(Action item): In the entries that follow, how many lines hold the string "main"? Give only that number.

(Record set):
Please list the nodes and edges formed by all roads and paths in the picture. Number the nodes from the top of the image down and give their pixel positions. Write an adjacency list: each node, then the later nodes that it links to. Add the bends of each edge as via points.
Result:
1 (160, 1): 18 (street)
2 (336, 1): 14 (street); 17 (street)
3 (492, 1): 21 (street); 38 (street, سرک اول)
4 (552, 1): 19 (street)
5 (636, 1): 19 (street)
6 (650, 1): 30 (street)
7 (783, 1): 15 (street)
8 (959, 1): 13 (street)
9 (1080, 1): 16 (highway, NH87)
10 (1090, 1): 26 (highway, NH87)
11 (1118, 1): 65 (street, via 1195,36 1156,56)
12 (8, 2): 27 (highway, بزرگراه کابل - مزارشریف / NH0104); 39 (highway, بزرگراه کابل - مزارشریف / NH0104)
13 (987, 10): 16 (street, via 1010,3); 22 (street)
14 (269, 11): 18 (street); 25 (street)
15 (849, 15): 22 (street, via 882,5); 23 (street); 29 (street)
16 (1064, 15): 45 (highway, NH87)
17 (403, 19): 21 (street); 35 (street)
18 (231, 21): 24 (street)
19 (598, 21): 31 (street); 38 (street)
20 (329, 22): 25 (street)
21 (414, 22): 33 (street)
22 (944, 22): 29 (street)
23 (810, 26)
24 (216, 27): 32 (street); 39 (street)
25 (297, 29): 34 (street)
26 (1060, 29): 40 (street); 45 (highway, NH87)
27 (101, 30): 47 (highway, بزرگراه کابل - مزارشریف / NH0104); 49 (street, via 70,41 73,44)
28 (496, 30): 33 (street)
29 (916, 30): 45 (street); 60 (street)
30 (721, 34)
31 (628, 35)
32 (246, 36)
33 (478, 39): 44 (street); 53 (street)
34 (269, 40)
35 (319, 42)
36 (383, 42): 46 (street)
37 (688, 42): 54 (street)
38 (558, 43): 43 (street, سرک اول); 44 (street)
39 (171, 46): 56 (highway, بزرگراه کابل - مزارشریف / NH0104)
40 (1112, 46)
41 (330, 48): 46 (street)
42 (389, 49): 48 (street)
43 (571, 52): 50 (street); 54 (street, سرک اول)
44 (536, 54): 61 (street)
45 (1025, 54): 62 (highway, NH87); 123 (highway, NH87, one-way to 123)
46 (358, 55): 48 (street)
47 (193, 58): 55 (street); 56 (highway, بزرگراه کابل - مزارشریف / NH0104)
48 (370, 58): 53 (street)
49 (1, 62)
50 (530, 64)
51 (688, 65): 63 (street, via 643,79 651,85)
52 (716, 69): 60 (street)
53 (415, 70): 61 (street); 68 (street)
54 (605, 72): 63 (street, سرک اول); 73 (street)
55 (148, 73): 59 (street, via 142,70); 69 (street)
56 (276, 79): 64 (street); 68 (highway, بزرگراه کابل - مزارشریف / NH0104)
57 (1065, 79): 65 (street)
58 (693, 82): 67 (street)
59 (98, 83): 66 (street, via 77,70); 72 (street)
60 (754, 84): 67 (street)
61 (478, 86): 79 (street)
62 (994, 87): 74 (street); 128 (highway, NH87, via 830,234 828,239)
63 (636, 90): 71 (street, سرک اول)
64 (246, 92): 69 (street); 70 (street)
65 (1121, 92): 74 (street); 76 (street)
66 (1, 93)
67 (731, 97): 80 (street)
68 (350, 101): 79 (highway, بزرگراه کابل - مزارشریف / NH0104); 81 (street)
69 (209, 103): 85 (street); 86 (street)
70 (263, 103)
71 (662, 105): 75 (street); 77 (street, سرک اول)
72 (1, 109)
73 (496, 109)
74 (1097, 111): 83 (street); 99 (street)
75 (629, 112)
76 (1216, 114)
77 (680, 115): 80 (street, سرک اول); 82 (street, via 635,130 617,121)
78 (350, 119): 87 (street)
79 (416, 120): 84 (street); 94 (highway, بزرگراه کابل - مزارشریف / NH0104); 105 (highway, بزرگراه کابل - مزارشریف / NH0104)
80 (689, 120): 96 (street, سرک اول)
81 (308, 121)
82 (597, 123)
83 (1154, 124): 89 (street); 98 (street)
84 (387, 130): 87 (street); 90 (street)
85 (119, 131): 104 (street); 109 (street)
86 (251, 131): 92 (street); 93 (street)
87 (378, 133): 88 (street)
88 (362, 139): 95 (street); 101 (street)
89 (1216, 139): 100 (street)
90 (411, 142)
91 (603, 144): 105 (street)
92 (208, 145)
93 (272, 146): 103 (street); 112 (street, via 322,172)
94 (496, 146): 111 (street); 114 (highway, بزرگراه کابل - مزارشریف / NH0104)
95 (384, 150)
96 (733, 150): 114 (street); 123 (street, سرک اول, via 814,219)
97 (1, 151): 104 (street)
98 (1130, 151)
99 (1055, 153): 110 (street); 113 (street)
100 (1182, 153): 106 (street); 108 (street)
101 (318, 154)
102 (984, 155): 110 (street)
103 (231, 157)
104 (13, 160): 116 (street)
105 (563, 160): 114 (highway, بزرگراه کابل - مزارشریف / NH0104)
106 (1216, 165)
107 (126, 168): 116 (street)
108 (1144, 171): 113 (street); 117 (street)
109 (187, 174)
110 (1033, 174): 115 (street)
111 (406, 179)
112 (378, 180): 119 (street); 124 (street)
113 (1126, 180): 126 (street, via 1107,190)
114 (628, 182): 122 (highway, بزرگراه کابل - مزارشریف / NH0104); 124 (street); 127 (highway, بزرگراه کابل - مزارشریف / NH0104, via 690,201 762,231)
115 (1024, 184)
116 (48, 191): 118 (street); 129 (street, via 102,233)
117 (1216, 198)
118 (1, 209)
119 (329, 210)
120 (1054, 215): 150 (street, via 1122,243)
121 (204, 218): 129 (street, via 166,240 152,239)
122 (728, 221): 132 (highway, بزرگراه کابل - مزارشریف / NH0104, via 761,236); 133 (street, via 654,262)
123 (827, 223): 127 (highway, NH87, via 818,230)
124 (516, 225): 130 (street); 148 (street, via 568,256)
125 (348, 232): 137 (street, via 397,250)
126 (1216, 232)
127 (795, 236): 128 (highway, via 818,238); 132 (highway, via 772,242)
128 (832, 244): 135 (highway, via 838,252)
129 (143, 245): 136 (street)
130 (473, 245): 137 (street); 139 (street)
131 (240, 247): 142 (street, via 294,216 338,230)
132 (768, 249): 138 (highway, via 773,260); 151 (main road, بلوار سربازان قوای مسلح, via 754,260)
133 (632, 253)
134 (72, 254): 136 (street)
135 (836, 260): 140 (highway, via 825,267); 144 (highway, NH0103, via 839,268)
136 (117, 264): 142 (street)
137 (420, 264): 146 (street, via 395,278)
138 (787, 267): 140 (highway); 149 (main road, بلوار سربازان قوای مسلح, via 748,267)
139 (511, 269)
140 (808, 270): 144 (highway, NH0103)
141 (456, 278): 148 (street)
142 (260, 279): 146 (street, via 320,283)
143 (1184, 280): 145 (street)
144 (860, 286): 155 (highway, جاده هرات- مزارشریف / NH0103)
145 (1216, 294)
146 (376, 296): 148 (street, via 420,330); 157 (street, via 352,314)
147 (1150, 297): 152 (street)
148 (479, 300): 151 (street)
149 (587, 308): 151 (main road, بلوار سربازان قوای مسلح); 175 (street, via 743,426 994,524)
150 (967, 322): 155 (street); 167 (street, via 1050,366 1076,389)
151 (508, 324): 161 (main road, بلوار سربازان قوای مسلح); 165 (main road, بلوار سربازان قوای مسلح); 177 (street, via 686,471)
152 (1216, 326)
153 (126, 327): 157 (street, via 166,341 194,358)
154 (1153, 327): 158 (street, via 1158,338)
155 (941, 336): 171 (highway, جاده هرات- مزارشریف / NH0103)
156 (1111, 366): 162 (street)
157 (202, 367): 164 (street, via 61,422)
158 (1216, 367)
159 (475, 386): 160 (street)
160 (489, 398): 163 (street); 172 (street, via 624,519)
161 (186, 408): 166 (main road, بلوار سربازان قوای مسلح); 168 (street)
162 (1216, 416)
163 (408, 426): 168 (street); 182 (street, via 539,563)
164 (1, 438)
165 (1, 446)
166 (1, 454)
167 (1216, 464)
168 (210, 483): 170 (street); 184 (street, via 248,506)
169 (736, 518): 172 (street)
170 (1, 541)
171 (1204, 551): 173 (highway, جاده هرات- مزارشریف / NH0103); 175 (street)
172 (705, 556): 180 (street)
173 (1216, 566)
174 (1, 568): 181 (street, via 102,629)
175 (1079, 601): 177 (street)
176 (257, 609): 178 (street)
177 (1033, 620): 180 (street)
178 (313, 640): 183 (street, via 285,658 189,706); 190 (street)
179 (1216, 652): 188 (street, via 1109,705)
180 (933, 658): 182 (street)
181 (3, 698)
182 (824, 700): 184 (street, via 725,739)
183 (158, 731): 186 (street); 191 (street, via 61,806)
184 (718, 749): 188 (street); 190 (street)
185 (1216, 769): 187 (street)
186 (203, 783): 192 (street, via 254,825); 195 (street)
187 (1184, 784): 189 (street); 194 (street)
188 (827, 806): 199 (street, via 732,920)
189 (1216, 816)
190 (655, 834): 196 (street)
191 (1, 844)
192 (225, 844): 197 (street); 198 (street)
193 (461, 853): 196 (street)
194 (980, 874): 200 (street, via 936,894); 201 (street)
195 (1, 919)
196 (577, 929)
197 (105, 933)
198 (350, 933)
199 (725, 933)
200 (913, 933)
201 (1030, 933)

(Your response): 5